This artwork explicitly uses videogame interfaces, iconography and
conventions to explore the promise of technology as well as its frightening,
fascinating and humorous contradictions. It is the exact nature of this
complex message which lends itself to conveyance via the remixing and
reworking of contemporary game experiences which are integrated in an
original, navigable series of interrelated 3D virtual environments. Stunt Dummies is
concerned with the duality of the promises of technology, while also
illustrating aspects of control and manipulation. Stunt Dummies poses
the question, are we controlling technology or is technology controlling us?

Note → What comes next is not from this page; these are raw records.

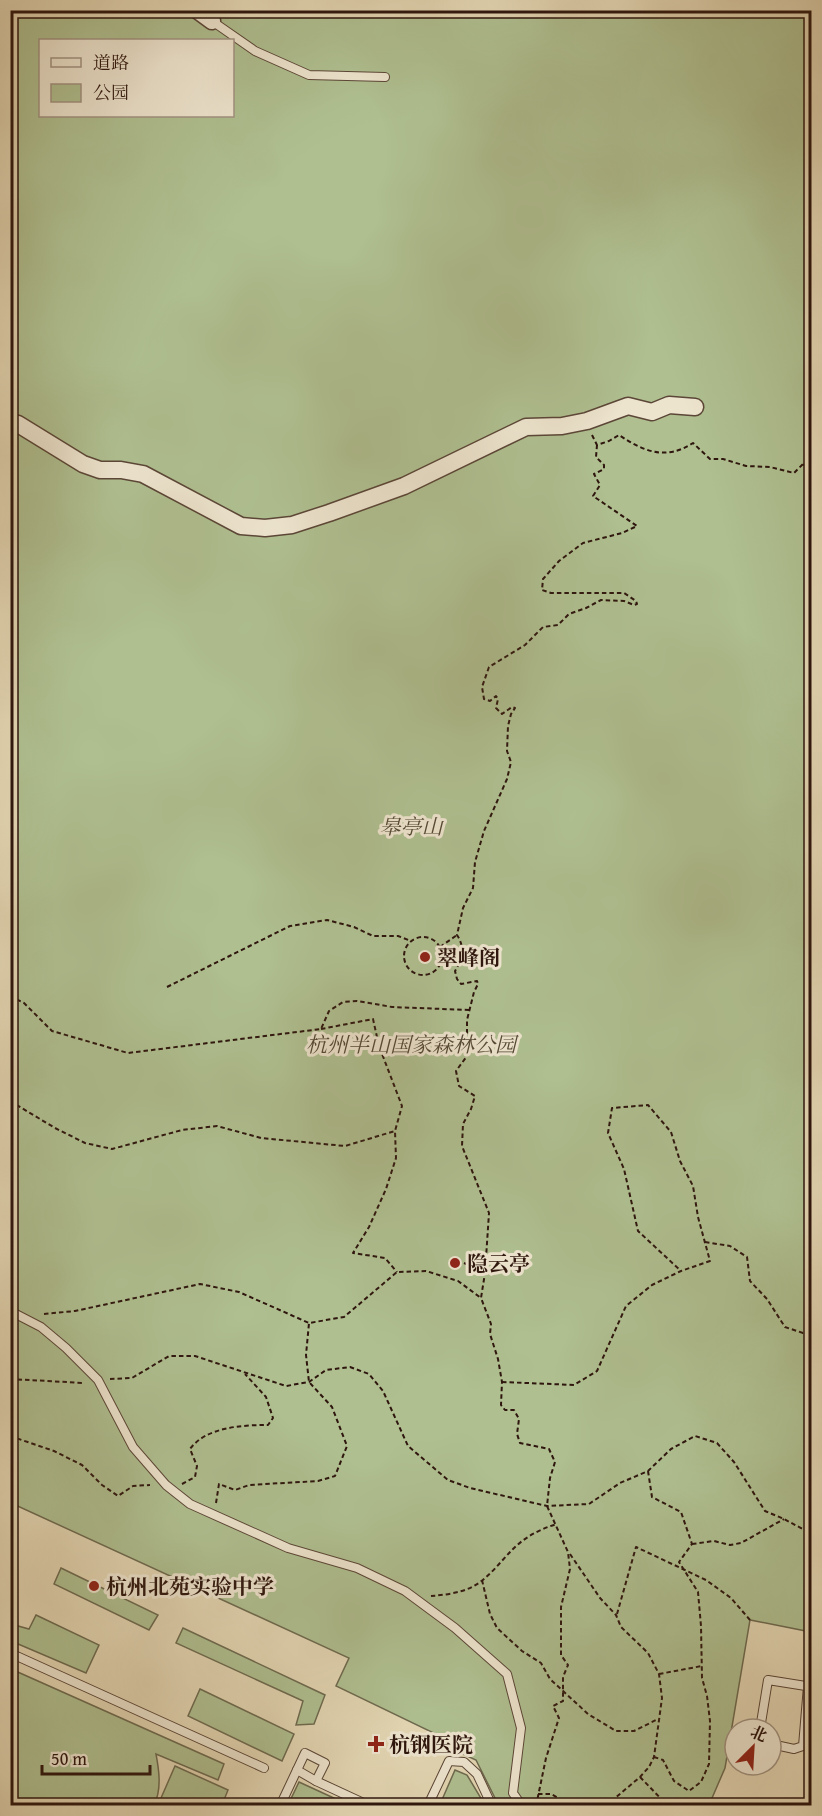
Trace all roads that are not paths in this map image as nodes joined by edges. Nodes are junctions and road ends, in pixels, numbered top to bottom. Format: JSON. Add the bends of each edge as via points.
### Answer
{"nodes":[{"id":1,"x":197,"y":10,"type":"edge"},
{"id":2,"x":213,"y":16,"type":"edge"},
{"id":3,"x":385,"y":77,"type":"dead end"},
{"id":4,"x":695,"y":407,"type":"dead end"},
{"id":5,"x":10,"y":422,"type":"edge"},
{"id":6,"x":10,"y":1311,"type":"edge"},
{"id":7,"x":10,"y":1653,"type":"edge"},
{"id":8,"x":810,"y":1687,"type":"edge"},
{"id":9,"x":762,"y":1717,"type":"edge"},
{"id":10,"x":783,"y":1747,"type":"edge"},
{"id":11,"x":264,"y":1768,"type":"dead end"},
{"id":12,"x":297,"y":1770,"type":"junction"},
{"id":13,"x":316,"y":1780,"type":"junction"},
{"id":14,"x":280,"y":1806,"type":"edge"},
{"id":15,"x":370,"y":1806,"type":"edge"},
{"id":16,"x":423,"y":1806,"type":"edge"},
{"id":17,"x":492,"y":1806,"type":"edge"},
{"id":18,"x":522,"y":1806,"type":"edge"}],
"edges":[{"from":1,"to":2,"type":"street"},
{"from":2,"to":3,"type":"lane","via":[[255,51],[309,75]]},
{"from":4,"to":5,"type":"street","via":[[669,405],[652,412],[628,406],[562,426],[526,427],[404,486],[292,525],[265,528],[241,526],[142,474],[100,470],[83,464]]},
{"from":6,"to":18,"type":"lane","via":[[41,1327],[98,1380],[133,1447],[166,1485],[190,1504],[288,1548],[357,1568],[405,1591],[507,1674],[521,1728],[513,1793]]},
{"from":7,"to":11,"type":"lane"},
{"from":8,"to":9,"type":"lane","via":[[768,1680]]},
{"from":8,"to":10,"type":"lane","via":[[803,1746]]},
{"from":12,"to":13,"type":"lane"},
{"from":12,"to":13,"type":"lane","via":[[305,1753],[326,1763]]},
{"from":12,"to":14,"type":"lane"},
{"from":13,"to":15,"type":"lane"},
{"from":16,"to":17,"type":"lane","via":[[430,1801],[449,1761],[464,1762],[477,1774]]}]}
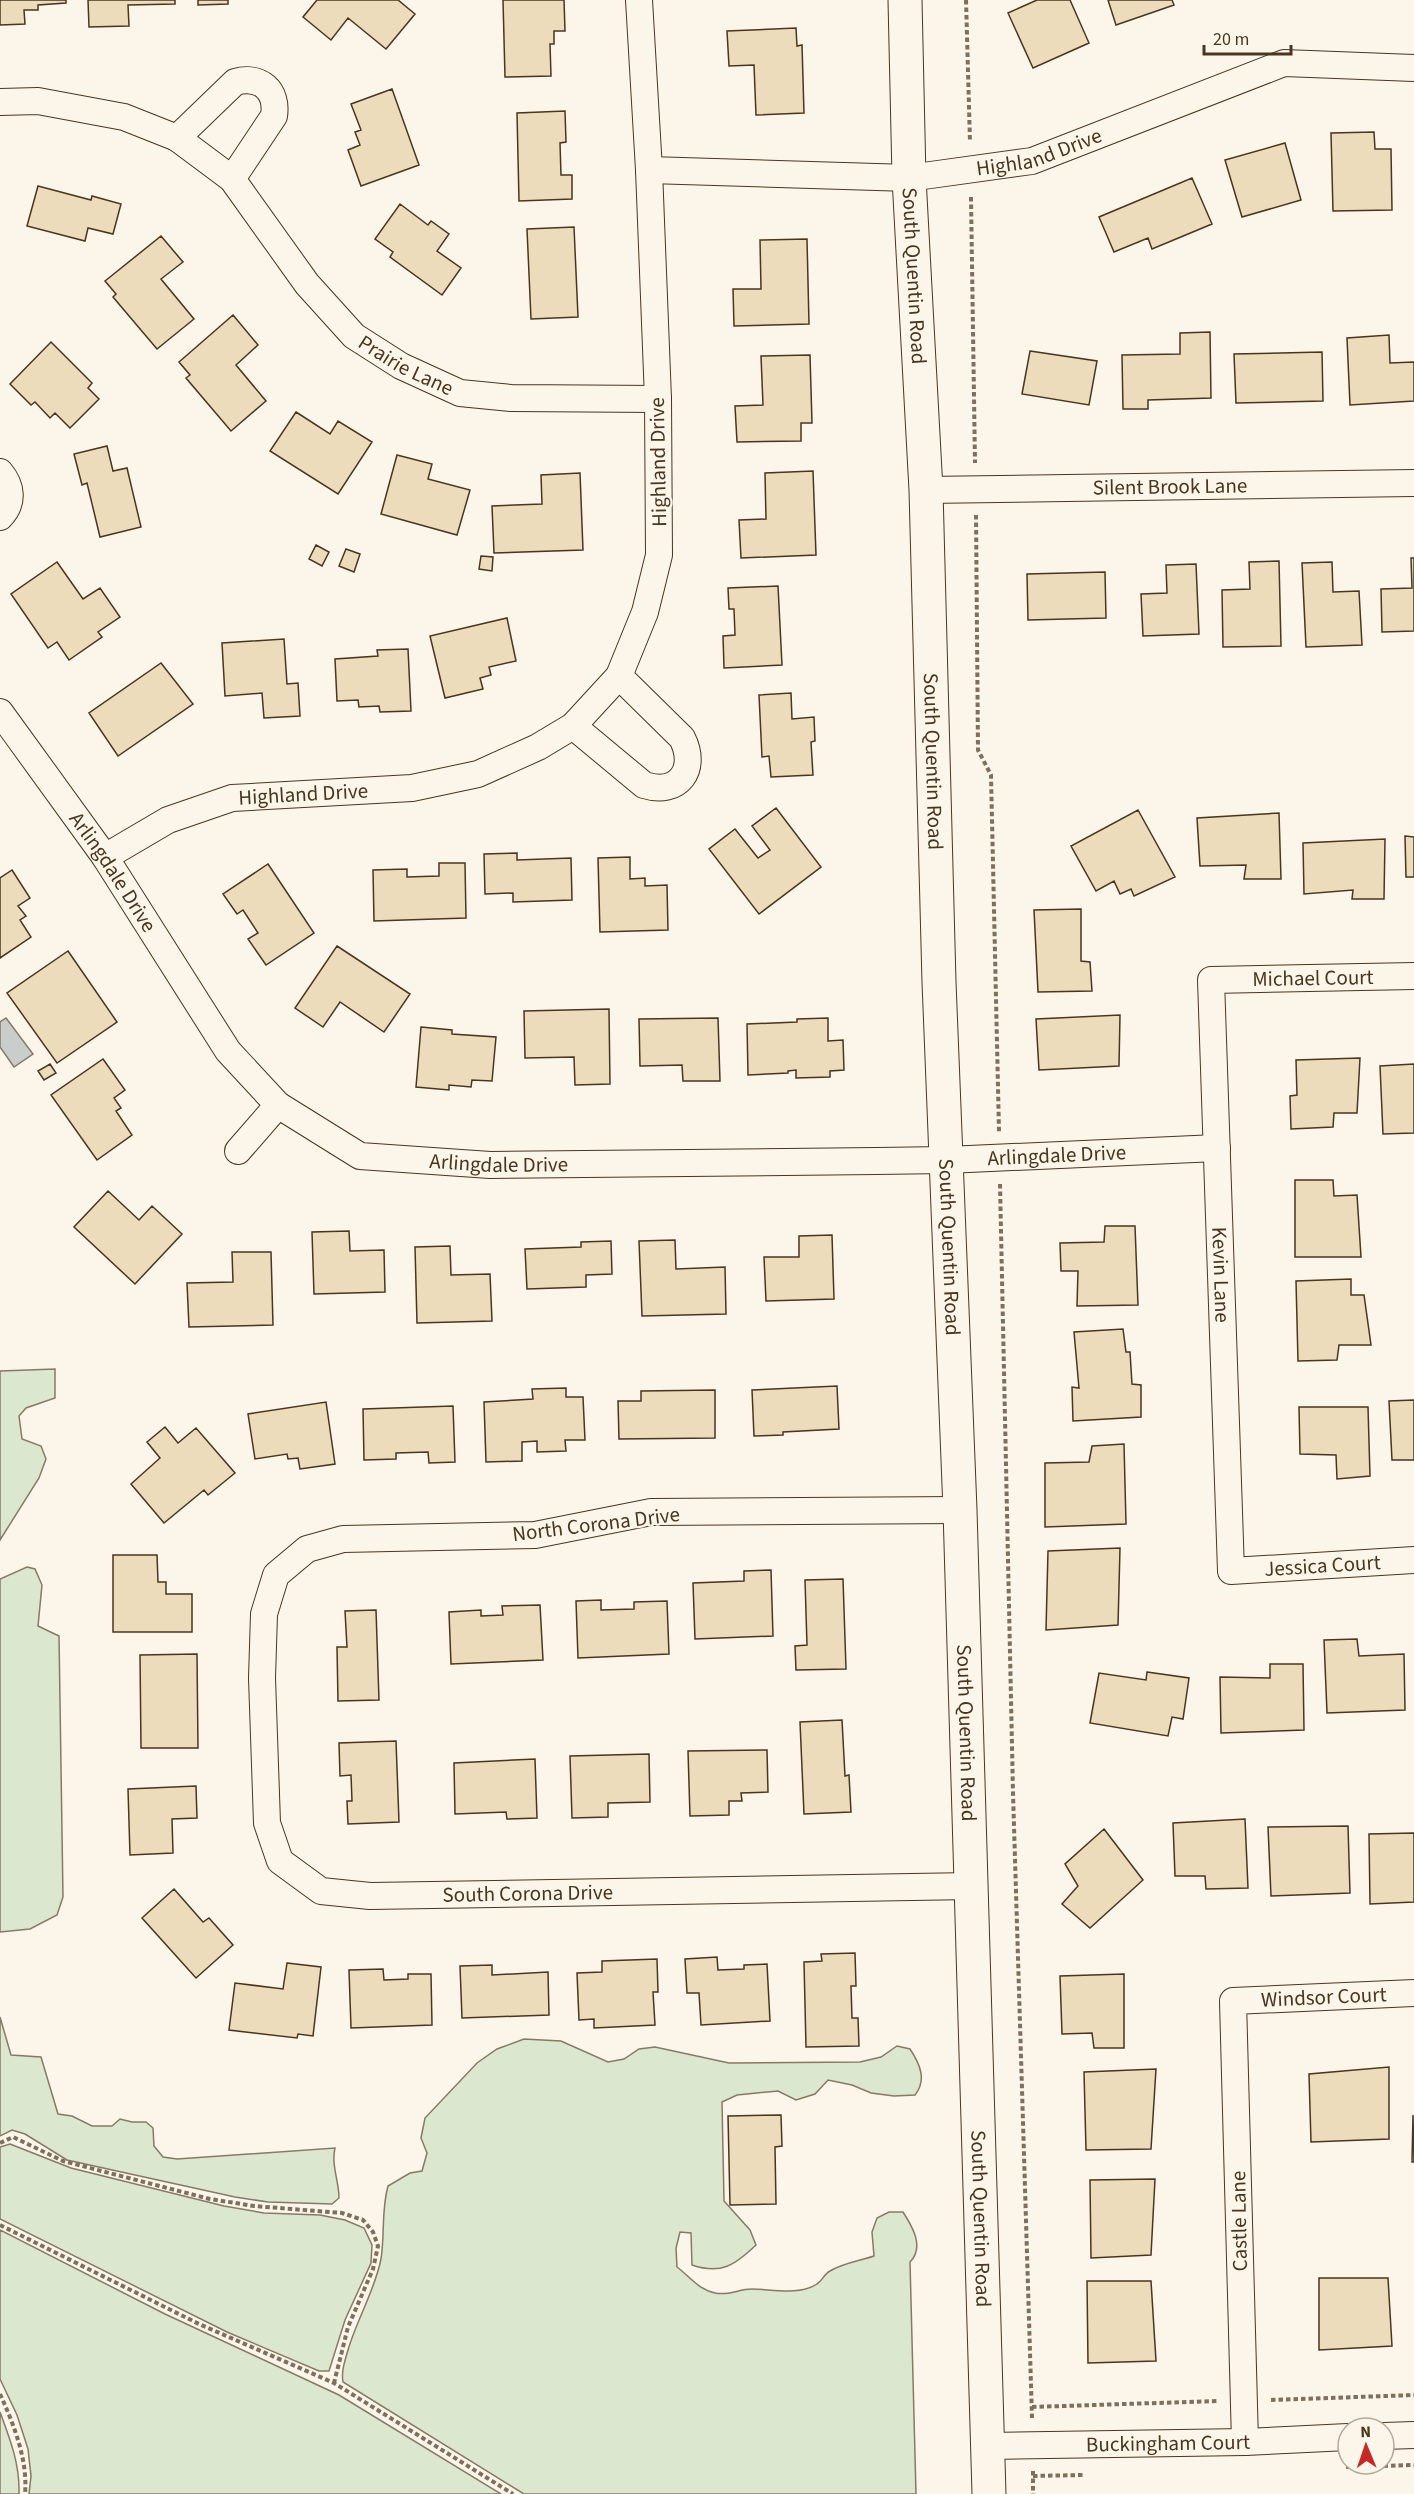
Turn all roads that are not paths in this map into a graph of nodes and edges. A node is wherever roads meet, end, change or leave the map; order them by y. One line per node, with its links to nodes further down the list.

Do we humans ask too much from our technology? Or does our technology ask too
much from us? Stunt Dummies proposes what Neil Postman refers to as
the phenomenon that surrounding every technology are institutions promoting
world views which try to alter our sense of what is important in a culture:
the natural order of things, our social relationships, what is reasonable,
necessary, inevitable, and ultimately what is real.[1]
Stunt Dummies is an
adventure game which presents a proposal that is at once intriguing
disturbing, and comical. Ultimately do we ourselves become the stunt dummies,
stunted by our use of technology? Or can we become more aware of how we are
being changed ideologically, physiologically, socially and culturally? Stunt Dummies asks how can
individual cultures maintain their identity in the digital era, and how can
they continue to share the diverse richness they have to offer? |
[1] Postman, Neil. Technopoly: the Surrender of Culture to Technology (New York: Vintage Books, 1993), p. 12.